**Record set:**

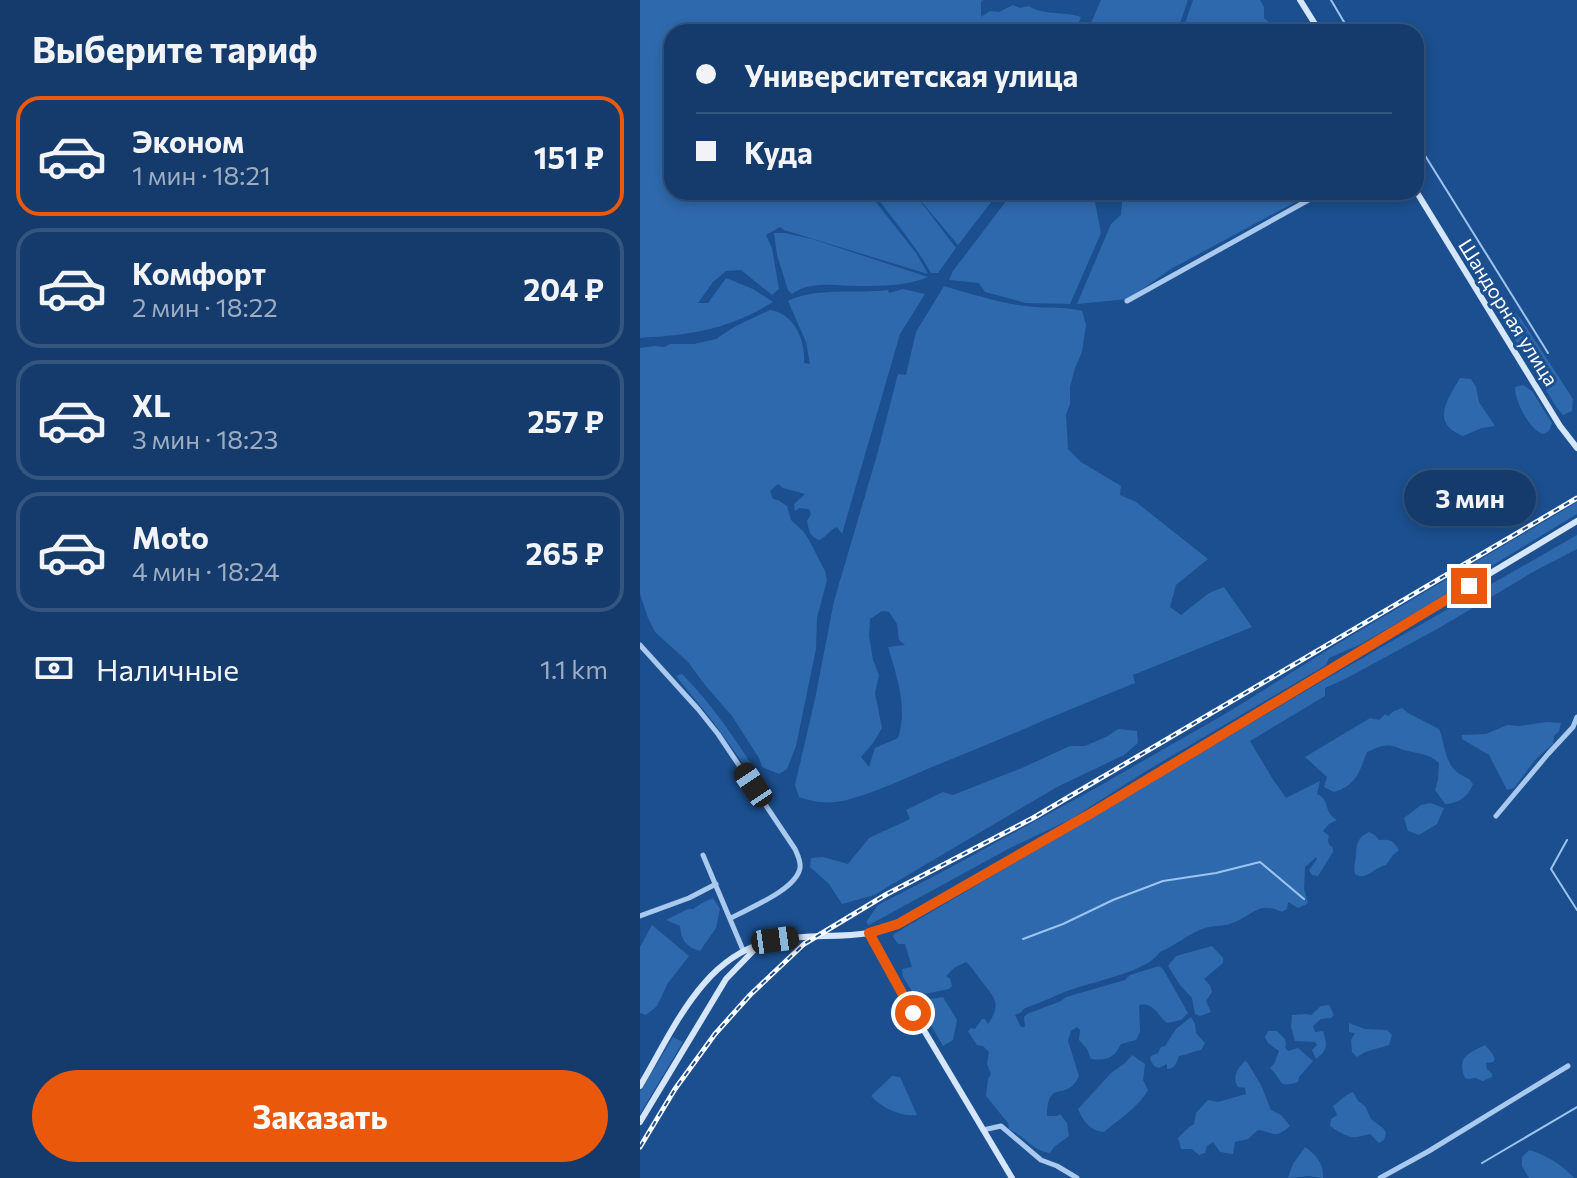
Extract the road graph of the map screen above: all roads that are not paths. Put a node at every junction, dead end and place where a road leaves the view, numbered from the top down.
1 (1300, 0) edge
2 (1315, 24) edge
3 (1309, 200) edge
4 (1422, 200) edge
5 (1127, 301) dead end
6 (1577, 448) edge
7 (1577, 521) edge
8 (640, 645) edge
9 (1577, 717) edge
10 (1496, 816) dead end
11 (703, 855) dead end
12 (716, 884) junction
13 (640, 916) edge
14 (731, 918) junction
15 (869, 933) junction
16 (759, 946) junction
17 (743, 950) junction
18 (703, 984) junction
19 (716, 994) junction
20 (1568, 1066) dead end
21 (640, 1086) edge
22 (640, 1122) edge
23 (983, 1130) junction
24 (1012, 1178) edge
25 (1077, 1178) edge
26 (1380, 1178) edge

1 - 2 main road
3 - 5 street
4 - 6 main road, Шандорная улица
7 - 15 main road
8 - 14 street
9 - 10 street
11 - 12 street
12 - 13 street
12 - 14 street
14 - 17 street
15 - 16 main road
15 - 23 main road
16 - 17 main road
16 - 19 main road
17 - 18 main road
18 - 19 main road
18 - 21 main road
19 - 22 main road
20 - 26 street
23 - 24 main road
23 - 25 street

**Brief:** In the copy, every entry must appear exactly as written, and no picture may appear.

**Response for this exercise:**
Extract the road graph of the map screen above: all roads that are not paths. Put a node at every junction, dead end and place where a road leaves the view, numbered from the top down.
1 (1300, 0) edge
2 (1315, 24) edge
3 (1309, 200) edge
4 (1422, 200) edge
5 (1127, 301) dead end
6 (1577, 448) edge
7 (1577, 521) edge
8 (640, 645) edge
9 (1577, 717) edge
10 (1496, 816) dead end
11 (703, 855) dead end
12 (716, 884) junction
13 (640, 916) edge
14 (731, 918) junction
15 (869, 933) junction
16 (759, 946) junction
17 (743, 950) junction
18 (703, 984) junction
19 (716, 994) junction
20 (1568, 1066) dead end
21 (640, 1086) edge
22 (640, 1122) edge
23 (983, 1130) junction
24 (1012, 1178) edge
25 (1077, 1178) edge
26 (1380, 1178) edge

1 - 2 main road
3 - 5 street
4 - 6 main road, Шандорная улица
7 - 15 main road
8 - 14 street
9 - 10 street
11 - 12 street
12 - 13 street
12 - 14 street
14 - 17 street
15 - 16 main road
15 - 23 main road
16 - 17 main road
16 - 19 main road
17 - 18 main road
18 - 19 main road
18 - 21 main road
19 - 22 main road
20 - 26 street
23 - 24 main road
23 - 25 street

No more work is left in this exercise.